Gladiator: Maximus is offered a reward by Emperor Marcus Aurelius, and he says he wants to go home.

This is the point where Neo is taken to meet Morpheus and wants to learn about The Matrix.

Notice that the desire created by the opportunity is not the specific goal that defines your story concept, or the finish line your hero must cross at the end of the film. It is rather a desire to move into the new situation.

 

Script Outline – STAGE 2: The New Situation

script-outline-new-situation-fight-clubFor the next 15% of the story, your hero will react to the new situation that resulted from the opportunity. During this stage, the hero gets acclimated to the new surroundings, tries to figure out what’s going on, or formulates a specific plan for accomplishing his overall goal.

Gladiator: Maximus is asked by the dying Emperor to take control of Rome and give it back to the people, in spite of the ambition of his son Commodus.

In Liar, Liar, Fletcher has to figure out that he’s been cursed to tell the truth.

Very often story structure follows geography, as the opportunity takes your hero to a new location: boarding the cruise ships in Titanic and The Talented Mr. Ripley; going to Cincinnati to bury his father in Rain Man; the President taking off on Air Force One.

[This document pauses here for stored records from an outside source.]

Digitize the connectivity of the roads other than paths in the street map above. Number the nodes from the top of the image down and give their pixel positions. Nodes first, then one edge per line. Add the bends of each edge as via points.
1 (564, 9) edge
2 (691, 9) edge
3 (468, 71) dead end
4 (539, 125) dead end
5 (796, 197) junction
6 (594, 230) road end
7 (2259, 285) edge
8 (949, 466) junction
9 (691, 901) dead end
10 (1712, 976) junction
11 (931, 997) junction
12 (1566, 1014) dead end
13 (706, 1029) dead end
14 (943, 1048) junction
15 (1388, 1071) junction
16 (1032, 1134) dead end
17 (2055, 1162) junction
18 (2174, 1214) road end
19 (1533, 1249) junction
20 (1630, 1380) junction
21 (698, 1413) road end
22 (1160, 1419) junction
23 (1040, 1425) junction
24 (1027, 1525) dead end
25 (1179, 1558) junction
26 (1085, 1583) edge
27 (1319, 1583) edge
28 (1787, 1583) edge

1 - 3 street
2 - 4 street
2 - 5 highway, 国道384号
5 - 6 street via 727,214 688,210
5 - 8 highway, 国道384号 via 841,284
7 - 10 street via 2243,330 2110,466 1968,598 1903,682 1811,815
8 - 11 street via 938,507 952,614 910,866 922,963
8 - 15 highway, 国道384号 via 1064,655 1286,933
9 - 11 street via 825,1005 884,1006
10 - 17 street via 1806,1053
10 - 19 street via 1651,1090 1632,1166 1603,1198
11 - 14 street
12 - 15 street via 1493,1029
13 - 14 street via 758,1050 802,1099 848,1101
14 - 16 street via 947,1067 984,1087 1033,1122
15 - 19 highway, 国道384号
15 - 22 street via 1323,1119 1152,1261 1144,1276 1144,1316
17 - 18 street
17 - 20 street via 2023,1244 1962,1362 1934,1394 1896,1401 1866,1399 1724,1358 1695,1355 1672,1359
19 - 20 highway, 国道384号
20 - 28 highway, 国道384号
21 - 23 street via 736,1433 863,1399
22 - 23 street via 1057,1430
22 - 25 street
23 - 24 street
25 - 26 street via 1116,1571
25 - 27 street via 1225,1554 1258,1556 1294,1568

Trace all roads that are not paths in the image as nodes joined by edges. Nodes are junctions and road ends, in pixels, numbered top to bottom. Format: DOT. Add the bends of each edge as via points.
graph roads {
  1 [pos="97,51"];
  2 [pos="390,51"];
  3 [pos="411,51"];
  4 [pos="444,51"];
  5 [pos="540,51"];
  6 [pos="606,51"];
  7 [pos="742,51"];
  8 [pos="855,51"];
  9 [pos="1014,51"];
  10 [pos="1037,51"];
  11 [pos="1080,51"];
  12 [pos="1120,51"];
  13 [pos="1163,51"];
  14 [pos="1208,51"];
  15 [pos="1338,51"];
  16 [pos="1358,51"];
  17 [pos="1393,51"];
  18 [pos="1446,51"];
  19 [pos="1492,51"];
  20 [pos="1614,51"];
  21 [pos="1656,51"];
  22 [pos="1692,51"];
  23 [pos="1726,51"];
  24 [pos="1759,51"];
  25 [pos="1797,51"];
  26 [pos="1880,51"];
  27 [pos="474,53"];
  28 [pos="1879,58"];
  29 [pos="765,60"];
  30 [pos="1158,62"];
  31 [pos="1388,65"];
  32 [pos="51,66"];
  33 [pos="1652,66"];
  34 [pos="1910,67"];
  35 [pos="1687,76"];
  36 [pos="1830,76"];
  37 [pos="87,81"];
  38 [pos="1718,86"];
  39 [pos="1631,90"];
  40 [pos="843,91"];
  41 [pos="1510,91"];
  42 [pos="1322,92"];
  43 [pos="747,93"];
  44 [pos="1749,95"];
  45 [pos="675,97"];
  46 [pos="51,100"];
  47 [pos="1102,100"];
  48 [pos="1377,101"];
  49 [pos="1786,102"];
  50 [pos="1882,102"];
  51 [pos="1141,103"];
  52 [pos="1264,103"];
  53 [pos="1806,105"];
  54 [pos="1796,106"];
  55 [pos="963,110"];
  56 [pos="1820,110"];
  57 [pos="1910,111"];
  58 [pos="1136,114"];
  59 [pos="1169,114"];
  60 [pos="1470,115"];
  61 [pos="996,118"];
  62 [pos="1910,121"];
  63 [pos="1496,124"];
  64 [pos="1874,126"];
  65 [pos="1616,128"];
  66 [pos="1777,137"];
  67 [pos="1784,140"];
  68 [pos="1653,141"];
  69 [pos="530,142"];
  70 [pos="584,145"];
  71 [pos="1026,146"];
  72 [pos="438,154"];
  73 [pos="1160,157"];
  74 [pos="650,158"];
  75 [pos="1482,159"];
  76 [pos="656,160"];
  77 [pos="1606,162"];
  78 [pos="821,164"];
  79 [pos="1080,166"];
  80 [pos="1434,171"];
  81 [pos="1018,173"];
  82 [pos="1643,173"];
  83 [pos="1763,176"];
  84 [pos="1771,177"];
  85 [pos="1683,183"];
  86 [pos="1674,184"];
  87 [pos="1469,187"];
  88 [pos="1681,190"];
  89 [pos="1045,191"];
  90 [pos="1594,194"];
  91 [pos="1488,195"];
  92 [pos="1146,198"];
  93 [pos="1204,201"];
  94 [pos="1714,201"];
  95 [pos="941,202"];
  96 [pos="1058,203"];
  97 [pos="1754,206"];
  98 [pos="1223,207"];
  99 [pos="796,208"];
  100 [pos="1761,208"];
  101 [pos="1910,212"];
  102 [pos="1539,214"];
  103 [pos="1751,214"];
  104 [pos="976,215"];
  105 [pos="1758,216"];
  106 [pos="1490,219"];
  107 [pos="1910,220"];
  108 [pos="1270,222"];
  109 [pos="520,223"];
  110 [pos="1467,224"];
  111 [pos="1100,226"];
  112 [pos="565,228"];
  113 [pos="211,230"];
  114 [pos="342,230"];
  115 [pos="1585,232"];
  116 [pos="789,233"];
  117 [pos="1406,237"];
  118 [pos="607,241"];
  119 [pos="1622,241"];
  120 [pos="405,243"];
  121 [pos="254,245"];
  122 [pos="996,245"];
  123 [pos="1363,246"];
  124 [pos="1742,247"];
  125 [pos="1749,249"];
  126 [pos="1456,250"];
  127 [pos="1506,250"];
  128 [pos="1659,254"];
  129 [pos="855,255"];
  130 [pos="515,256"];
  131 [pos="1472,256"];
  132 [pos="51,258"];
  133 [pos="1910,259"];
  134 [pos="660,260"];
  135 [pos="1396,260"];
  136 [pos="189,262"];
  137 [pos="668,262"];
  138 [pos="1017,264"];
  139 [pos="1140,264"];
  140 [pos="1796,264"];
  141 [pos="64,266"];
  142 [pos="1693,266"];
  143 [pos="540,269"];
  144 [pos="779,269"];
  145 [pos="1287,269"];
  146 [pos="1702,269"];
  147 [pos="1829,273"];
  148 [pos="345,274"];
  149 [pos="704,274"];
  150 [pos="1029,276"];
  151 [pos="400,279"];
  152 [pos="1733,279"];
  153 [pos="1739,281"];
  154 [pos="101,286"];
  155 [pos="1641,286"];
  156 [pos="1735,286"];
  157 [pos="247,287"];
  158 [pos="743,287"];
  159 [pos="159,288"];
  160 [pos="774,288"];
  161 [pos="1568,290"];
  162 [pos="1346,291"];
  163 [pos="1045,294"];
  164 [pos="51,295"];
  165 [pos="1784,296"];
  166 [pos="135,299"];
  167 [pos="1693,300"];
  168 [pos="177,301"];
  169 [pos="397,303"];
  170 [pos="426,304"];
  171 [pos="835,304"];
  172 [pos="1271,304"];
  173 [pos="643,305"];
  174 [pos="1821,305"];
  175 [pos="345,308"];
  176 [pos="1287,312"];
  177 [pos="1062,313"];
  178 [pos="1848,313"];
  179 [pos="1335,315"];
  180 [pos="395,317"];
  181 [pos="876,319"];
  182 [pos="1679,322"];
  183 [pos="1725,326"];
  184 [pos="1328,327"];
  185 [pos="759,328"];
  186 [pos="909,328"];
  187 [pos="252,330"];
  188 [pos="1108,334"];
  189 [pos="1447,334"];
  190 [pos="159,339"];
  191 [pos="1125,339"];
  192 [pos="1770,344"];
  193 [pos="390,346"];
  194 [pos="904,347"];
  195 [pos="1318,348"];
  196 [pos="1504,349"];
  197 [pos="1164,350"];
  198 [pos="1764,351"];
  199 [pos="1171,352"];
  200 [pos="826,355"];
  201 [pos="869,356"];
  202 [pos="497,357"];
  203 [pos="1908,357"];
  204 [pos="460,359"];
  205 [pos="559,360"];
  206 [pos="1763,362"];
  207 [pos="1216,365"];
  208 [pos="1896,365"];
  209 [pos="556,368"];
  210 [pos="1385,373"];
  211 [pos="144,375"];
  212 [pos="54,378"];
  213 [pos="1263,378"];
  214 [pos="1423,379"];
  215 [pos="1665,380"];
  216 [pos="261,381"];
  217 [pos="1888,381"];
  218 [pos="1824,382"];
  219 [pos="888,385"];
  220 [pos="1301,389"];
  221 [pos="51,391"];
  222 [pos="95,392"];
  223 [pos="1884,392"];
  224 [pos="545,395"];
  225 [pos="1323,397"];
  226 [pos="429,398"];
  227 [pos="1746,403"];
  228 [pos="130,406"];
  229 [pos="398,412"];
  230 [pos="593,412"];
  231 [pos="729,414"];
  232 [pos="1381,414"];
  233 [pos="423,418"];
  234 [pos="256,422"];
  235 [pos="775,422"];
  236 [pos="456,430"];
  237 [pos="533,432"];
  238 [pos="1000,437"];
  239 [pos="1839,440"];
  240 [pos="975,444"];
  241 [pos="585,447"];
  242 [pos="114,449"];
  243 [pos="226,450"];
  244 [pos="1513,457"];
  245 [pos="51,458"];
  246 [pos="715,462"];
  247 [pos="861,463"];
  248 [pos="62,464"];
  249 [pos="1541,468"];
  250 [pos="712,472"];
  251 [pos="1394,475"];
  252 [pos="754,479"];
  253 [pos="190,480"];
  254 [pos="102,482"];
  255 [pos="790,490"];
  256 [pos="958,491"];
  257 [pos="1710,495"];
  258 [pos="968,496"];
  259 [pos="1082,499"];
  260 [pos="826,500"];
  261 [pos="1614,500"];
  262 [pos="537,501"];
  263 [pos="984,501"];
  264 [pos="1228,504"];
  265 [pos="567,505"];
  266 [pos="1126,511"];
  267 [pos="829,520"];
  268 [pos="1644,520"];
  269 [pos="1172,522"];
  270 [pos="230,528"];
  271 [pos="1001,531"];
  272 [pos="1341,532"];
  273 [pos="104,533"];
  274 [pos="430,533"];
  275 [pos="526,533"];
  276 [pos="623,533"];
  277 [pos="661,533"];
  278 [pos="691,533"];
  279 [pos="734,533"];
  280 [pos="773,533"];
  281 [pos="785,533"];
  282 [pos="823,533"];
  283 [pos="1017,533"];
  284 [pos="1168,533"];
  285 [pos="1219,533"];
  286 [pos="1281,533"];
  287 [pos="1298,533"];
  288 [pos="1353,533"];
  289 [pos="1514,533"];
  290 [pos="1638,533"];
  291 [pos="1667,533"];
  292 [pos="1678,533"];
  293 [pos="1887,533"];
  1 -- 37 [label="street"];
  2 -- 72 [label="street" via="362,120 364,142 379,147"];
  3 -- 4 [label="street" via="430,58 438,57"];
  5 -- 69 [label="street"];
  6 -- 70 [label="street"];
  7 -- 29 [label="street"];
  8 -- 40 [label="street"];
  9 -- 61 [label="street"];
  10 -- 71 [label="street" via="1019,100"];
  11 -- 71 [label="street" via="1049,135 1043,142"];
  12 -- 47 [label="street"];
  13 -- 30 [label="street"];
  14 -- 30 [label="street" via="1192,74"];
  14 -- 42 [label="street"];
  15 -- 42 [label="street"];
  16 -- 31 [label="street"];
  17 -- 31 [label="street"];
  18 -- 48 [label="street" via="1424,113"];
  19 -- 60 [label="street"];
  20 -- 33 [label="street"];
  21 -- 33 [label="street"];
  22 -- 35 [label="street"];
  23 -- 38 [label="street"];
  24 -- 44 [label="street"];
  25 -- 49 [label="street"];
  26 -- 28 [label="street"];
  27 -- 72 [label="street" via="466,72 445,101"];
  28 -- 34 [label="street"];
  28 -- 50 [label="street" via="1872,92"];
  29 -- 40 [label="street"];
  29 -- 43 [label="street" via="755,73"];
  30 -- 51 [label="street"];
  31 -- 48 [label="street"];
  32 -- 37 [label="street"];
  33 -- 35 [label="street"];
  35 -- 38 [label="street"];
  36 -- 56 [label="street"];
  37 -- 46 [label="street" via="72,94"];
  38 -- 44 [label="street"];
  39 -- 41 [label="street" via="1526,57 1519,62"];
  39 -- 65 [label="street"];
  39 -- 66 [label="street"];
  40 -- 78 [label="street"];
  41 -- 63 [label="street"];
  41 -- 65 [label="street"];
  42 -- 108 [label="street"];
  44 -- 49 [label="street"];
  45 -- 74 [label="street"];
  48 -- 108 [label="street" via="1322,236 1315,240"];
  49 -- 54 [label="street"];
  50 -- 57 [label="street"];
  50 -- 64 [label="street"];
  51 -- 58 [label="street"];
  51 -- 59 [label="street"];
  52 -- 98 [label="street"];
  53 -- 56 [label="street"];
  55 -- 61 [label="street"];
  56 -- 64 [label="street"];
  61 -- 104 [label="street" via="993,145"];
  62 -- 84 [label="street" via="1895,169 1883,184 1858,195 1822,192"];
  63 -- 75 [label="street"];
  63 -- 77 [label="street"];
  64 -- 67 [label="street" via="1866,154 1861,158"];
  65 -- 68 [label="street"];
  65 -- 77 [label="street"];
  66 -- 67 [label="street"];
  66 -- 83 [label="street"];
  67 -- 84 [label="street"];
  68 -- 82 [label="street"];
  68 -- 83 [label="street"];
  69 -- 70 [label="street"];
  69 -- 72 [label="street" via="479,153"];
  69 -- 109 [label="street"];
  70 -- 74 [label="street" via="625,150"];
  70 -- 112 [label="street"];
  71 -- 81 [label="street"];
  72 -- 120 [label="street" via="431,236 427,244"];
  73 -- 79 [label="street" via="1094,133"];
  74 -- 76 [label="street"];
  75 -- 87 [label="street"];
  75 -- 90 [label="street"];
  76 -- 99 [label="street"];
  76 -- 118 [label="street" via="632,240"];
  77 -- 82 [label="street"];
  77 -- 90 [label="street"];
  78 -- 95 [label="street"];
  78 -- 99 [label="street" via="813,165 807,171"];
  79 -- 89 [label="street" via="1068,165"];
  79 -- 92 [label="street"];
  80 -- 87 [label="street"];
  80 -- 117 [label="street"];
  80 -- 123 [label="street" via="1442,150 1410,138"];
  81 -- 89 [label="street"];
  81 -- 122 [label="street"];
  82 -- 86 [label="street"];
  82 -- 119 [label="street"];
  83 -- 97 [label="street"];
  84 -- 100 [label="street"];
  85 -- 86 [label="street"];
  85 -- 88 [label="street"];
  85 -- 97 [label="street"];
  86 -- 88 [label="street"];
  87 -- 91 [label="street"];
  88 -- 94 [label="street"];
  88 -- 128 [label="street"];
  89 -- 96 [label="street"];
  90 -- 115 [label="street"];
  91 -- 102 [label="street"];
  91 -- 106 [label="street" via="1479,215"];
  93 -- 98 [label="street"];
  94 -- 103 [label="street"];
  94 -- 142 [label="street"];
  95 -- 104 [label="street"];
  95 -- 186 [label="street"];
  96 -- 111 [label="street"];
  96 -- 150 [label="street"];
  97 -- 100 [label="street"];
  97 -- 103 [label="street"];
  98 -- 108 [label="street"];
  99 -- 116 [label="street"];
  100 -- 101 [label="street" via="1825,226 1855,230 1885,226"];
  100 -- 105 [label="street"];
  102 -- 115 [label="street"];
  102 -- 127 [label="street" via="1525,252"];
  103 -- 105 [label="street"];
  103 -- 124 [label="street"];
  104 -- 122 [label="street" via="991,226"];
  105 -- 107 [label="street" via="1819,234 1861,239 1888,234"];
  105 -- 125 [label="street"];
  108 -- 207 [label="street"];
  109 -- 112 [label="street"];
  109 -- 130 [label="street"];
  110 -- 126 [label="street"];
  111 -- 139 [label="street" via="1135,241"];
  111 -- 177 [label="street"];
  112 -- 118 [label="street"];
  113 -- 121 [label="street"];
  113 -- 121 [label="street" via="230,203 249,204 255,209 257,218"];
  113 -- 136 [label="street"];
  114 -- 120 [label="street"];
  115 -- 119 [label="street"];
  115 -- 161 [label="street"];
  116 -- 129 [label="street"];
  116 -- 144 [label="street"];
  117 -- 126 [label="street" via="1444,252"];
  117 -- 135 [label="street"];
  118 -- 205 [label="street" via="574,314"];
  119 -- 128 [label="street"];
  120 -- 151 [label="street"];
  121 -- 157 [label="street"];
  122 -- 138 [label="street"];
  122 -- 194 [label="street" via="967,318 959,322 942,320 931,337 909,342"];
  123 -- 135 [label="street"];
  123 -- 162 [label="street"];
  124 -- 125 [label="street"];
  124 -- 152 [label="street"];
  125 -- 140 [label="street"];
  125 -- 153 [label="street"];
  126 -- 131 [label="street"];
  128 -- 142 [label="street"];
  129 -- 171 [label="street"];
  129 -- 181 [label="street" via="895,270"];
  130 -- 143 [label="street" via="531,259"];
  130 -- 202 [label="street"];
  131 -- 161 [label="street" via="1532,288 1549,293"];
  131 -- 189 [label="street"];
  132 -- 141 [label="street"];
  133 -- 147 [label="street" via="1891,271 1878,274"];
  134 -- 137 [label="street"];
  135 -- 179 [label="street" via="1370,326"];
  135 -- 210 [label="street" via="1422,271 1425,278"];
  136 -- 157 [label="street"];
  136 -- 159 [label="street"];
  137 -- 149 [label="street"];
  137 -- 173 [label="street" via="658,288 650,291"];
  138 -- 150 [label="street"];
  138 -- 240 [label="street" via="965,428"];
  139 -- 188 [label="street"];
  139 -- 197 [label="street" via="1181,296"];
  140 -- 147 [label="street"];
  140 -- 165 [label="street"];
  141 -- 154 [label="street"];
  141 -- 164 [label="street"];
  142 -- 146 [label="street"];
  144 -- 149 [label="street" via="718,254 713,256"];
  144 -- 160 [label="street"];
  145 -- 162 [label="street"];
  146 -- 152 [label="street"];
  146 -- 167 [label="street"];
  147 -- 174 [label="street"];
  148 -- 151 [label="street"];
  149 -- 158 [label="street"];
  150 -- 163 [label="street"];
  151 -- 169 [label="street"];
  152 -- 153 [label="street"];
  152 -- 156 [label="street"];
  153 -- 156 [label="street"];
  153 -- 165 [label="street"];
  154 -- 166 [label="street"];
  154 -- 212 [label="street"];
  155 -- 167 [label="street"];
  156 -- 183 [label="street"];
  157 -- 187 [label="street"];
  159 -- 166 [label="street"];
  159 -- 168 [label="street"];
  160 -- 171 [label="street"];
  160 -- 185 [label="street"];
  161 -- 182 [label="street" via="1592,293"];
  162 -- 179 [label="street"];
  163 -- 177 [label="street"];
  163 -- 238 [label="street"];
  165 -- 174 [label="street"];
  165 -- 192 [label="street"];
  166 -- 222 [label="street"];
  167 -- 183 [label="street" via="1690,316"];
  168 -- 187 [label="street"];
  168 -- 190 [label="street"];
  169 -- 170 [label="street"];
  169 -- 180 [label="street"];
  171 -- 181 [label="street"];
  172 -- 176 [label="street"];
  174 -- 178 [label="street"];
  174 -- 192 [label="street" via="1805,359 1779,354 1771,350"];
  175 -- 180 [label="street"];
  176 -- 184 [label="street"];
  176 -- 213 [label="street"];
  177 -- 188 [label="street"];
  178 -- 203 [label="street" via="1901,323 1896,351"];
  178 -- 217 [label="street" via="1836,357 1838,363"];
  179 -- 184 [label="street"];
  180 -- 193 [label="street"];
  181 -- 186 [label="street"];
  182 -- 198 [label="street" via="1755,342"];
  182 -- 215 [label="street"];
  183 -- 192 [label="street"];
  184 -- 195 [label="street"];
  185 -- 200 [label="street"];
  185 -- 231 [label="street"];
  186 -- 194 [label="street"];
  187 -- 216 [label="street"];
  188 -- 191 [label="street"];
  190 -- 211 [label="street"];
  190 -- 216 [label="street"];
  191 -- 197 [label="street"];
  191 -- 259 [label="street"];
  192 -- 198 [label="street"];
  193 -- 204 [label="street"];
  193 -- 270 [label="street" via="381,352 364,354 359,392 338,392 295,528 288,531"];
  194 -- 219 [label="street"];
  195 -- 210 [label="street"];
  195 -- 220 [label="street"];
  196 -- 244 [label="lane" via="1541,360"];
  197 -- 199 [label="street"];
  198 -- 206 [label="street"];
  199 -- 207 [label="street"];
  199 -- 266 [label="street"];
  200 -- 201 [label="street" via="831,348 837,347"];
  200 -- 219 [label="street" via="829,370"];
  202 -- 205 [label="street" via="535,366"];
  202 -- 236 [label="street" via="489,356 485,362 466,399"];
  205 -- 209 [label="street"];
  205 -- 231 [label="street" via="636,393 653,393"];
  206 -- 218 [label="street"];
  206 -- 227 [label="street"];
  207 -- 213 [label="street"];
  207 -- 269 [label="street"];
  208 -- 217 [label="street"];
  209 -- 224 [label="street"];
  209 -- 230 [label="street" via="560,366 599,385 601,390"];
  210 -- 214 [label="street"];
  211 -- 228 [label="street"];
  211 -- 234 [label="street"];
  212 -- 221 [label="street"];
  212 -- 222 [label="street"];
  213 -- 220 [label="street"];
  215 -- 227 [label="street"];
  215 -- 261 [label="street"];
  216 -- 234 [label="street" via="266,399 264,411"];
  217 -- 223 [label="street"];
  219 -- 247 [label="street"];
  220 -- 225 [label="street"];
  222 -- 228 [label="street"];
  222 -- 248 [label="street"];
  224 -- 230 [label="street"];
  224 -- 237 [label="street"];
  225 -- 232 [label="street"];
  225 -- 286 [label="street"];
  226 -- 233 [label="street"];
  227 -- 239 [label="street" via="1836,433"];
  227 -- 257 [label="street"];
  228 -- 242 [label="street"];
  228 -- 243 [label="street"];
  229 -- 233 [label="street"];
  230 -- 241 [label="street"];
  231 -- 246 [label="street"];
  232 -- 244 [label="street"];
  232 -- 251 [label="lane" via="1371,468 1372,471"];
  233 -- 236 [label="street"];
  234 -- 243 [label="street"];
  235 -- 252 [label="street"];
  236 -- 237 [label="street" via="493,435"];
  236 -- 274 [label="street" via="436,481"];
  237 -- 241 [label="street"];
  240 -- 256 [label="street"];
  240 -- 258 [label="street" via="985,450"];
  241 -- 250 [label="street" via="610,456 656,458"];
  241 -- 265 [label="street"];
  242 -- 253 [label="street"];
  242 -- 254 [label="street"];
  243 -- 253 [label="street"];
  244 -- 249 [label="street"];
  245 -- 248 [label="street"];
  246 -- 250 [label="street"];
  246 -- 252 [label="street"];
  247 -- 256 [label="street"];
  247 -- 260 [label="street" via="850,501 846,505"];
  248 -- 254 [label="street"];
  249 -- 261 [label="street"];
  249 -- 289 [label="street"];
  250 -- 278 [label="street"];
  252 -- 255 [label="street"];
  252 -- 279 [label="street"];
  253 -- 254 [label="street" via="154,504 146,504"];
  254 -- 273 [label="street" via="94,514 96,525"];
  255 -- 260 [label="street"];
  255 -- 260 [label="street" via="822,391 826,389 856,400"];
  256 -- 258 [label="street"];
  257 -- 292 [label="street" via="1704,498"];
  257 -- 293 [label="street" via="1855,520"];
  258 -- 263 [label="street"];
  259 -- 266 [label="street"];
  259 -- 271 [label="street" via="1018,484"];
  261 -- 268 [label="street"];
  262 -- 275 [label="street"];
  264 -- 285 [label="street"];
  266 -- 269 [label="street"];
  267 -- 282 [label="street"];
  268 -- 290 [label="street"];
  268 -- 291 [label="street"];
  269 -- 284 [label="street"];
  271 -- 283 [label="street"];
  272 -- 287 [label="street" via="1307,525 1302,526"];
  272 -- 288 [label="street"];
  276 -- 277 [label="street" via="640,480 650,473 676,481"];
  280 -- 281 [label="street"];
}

In most movies, the hero enters this new situation willingly, often with a feeling of excitement and anticipation, or at least believing that the new problem he faces can be easily solved. But as the conflict starts to build, he begins to realize he’s up against far greater obstacles than he realized, until finally he comes to…

TURNING POINT #2: The Change of Plans (25%)

Something must happen to your hero one-fourth of the way through your screenplay that will transform the original desire into a specific, visible goal with a clearly defined end point.

Gladiator: Maximus, after learning that Commodus has murdered his father, vows to stop the new emperor and carry out Marcus Aurelius’ wishes.

This is the scene where your story concept is defined, and your hero’s outer motivation is revealed.

Outer motivation is a term for the visible finish line the audience is rooting for your hero to achieve by the end of the film. This is what we’re rooting for, and we know that when the hero has accomplished this goal (or failed to), the movie will be over.

This is arguably the most important structural principle you can master. If your hero’s visible goal is defined too early in your script, the story will run out of steam long before the climax. If the outer motivation isn’t defined until the half way point, the reader will have lost interest and moved on to another screenplay.

On rare occasions, the outer motivation is declared at the 10% mark, but the plan for accomplishing the goal won’t be defined, and no action will be taken, until the one-quarter mark. It is at that point that your hero begins to experience…

 

Script Outline – STAGE 3: Progress

script-outline-progress-godfatherFor the next 25% of your story, your hero’s plan seems to be working as he takes action to achieve his goal: Ethan Hunt begins closing in on the villain in Mission: Impossible 2; or Pat gets involved with the woman of his dreams in There’s Something About Mary.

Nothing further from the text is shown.